Thursday, July 11, 2013

Life, Liberty and the Pursuit of Equilibrium

For no apparent reason I was sitting around this afternoon thinking about natural rights. I guess mostly because my job is boring. I wonder if perhaps the right to daydream is also unalienable, although the tax-payers paying my salary would likely not think so. Anyway, I have concluded that what so many try to define as natural rights are simply human predilections. We claim the right to free speech because it requires a severe beating to shut the average person up. We claim the right to bear arms because we are in parts hostile and fearful and fascinated with machines. We claim the right to freedom from unreasonable search and seizure because we don’t like anybody messing with our shit. We claim the right of association because drinking alone is not as much fun. Our rights are, for the most part, just the freedom to be what we are.

From what moral authority these rights devolve, no one can truly say. Many would claim they are “God given”, but the Bible is oddly silent on whether or not a corporation is a person. I personally see scant evidence of any god’s existence and therefore cannot accept intellectually the presupposed moral structure that bestows these rights upon man. Mr. Jefferson, et. al. made reference to “nature’s god” in their eloquent treatise on why King George was a douche-bag, but this could have been a reference to Baal or Pan, or simply just a metaphor. Nonetheless, there is a tenacious impulse in the people of our nation to presuppose and defend with a mortal certainty the existence, universal applicability and moral sanctity of these rights.

Perhaps I overstate the case. The right to life, liberty and the pursuit of happiness can certainly be abridged, often with the enthusiastic support of the populace. In some places you don’t even have to be technically guilty of a crime to be deprived of your life, but perhaps some pigs are after all more equal than others. I suspect that part of Mr. Jefferson’s intent was to suggest that rights were possessed not only by those who had the power to assert them, but that proposition then begs the question of what authority will preserve the rights of those who are not capable of doing so independently. Of course, the answer is government, but ironically we are now in an age where a significant number of our countrymen, perhaps even a majority, see government as the greatest threat to their liberties and they seek to fracture the responsibility for protection of individual rights into ever smaller units, right down to the solitary random dude with a gun. This pervasive suspicion of the police power of the state is, however, strangely lacking when it comes to the government’s imposition of certain behavioral constraints related to the moral preferences of certain groups of citizens. In America independence and conformity, like irony and hypocrisy, are mostly interchangeable.

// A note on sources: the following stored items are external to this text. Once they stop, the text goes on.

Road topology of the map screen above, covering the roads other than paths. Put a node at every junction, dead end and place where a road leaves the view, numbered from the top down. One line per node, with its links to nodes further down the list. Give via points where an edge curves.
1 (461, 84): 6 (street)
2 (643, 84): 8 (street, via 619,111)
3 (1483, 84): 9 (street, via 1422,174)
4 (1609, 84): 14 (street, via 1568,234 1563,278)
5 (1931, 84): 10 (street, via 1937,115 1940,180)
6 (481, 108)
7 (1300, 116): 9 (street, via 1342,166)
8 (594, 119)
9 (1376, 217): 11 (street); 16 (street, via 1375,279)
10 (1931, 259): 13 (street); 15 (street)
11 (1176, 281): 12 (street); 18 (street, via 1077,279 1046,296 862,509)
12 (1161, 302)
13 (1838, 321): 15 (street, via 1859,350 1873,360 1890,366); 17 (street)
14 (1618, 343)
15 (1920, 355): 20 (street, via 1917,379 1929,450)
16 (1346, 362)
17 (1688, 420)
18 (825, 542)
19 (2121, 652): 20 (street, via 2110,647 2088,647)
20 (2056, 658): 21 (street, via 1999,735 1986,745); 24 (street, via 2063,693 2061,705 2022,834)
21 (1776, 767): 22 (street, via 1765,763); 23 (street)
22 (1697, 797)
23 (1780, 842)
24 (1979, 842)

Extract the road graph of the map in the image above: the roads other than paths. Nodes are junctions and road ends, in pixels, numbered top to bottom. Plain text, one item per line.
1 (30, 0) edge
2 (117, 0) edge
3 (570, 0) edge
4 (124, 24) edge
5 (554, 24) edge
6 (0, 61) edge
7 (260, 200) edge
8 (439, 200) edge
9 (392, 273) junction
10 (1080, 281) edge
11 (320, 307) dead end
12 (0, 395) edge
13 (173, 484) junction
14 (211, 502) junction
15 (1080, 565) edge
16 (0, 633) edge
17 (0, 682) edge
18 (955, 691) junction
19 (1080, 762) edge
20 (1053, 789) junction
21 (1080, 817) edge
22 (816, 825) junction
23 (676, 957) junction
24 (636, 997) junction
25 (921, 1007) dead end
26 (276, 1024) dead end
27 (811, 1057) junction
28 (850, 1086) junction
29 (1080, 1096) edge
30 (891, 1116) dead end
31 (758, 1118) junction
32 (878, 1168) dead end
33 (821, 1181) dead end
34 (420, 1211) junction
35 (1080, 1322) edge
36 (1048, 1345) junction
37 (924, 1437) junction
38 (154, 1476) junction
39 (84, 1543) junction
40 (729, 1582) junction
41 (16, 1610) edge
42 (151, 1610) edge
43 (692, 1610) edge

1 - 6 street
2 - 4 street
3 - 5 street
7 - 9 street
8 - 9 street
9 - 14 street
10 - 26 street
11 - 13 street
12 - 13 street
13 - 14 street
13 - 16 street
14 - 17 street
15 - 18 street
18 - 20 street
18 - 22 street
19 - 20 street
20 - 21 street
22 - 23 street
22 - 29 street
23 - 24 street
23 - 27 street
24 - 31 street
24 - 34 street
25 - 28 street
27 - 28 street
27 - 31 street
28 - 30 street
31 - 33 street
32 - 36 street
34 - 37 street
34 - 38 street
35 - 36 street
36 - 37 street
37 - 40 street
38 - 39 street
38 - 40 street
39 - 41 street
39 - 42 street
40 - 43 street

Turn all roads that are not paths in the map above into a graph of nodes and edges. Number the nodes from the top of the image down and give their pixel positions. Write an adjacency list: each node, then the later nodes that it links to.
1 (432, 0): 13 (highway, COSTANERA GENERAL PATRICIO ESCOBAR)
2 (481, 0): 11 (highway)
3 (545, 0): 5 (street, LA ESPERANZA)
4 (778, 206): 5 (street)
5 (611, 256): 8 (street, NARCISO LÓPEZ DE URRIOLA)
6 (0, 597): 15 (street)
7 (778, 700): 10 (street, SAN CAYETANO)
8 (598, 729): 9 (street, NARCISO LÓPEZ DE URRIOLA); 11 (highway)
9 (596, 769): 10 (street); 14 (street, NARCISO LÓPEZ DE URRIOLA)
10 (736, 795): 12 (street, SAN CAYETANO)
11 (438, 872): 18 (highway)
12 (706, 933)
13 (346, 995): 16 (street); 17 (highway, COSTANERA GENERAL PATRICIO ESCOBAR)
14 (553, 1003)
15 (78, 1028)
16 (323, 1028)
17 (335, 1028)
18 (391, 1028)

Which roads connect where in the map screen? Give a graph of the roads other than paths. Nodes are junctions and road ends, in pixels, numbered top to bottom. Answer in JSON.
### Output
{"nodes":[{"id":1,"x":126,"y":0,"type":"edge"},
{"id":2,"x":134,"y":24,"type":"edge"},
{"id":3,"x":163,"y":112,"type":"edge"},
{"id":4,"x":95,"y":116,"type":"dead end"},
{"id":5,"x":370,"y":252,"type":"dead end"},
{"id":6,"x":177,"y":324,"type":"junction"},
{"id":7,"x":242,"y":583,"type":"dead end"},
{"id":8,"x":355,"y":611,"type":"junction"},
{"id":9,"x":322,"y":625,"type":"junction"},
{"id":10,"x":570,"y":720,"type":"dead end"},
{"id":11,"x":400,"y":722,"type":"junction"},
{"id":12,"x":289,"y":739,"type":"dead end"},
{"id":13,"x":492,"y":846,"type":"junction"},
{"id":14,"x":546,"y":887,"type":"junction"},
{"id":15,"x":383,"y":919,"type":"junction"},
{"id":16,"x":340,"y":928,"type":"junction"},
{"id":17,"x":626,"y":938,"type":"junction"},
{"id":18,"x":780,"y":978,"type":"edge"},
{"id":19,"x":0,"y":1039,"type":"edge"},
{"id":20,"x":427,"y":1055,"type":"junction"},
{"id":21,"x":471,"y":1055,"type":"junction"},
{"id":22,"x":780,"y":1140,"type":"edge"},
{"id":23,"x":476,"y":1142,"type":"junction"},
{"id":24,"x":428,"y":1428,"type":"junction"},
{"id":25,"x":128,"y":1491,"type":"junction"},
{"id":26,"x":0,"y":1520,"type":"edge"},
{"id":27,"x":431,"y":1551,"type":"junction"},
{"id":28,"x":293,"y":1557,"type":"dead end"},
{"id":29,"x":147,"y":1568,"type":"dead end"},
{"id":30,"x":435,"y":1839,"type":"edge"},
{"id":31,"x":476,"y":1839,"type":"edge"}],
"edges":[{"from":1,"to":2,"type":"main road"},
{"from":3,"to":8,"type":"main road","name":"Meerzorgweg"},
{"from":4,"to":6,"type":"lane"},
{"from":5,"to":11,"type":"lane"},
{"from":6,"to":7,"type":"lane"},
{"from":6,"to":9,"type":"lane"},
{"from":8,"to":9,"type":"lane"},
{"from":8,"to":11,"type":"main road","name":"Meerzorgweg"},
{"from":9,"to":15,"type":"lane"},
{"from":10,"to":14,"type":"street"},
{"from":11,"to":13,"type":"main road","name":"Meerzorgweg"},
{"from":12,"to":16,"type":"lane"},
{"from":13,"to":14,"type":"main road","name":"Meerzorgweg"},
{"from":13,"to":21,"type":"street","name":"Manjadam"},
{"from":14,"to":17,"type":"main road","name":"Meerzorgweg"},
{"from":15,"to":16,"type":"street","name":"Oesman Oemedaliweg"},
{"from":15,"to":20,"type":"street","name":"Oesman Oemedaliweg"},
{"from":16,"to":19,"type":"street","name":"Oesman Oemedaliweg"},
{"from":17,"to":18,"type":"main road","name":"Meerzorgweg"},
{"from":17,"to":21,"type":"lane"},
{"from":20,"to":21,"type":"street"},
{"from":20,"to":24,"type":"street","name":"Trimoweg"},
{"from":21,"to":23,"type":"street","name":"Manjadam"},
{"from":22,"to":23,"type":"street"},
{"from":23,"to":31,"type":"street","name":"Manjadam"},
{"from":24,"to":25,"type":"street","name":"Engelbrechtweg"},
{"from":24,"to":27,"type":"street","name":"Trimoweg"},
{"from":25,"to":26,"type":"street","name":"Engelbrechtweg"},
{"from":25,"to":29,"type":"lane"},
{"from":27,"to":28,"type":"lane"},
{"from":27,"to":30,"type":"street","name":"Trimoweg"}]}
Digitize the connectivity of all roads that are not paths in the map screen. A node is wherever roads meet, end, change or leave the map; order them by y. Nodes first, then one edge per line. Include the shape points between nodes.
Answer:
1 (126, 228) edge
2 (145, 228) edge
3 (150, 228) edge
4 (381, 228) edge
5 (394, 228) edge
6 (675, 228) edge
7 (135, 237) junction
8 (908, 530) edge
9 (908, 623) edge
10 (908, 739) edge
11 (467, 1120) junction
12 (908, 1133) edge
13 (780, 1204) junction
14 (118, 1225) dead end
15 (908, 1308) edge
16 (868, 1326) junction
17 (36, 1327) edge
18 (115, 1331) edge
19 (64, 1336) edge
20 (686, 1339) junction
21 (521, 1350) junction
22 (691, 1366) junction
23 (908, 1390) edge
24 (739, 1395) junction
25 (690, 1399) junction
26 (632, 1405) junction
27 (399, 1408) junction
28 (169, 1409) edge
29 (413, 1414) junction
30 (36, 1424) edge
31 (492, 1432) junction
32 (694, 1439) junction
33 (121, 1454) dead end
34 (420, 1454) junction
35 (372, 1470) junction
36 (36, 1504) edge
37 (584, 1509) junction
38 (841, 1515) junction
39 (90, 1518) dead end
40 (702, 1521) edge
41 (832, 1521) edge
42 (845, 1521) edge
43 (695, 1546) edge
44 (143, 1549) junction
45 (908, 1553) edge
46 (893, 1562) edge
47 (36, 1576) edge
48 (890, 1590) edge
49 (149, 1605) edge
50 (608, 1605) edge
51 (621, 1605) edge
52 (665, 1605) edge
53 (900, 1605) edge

I have cultivated an interesting perspective on the issue of unalienable rights, having spent more than a quarter of a century as a government bureaucrat involved in areas of regulation of building and development. I have listened to countless citizens bemoan the oppressive weight of government regulation and the fundamentally inequitable limitation on their right to engage in commerce. As a general proposition, the basic argument is that a person should be able to put whatever product on the market that they desire, and the informed consumer will make a rational choice concerning its purchase. Sounds like a winner in theory, but of course a couple of people usually have to be severely injured or killed before the informed consumer becomes informed. What do we do when one person’s right to pursue happiness contradicts another’s right to life? Bangladesh is, after all, the model for the unfettered free market.


Of course, regulation does often go too far and unreasonably impair the rights of individuals and is too frequently applied without due recourse to common sense, but perfection is not a prominent human trait, and neither is logical consistency. I continue intermittently to find irony in the significant subset of the population who will strongly assert their inviolable individual rights and in the same prolonged breath tell me their neighbors are illegally harboring a rooster which makes a lot of godawful noise. This makes we wonder as to whether harboring a rooster should not be included in the universal declaration of the natural rights of man. Sadly, absolutism is a luxury of the idle and mentally infirm and the rest of civilization must simply muddle along making daily the thousand compromises necessary to hold back the darkness of chaos and prevent interruption of cable service.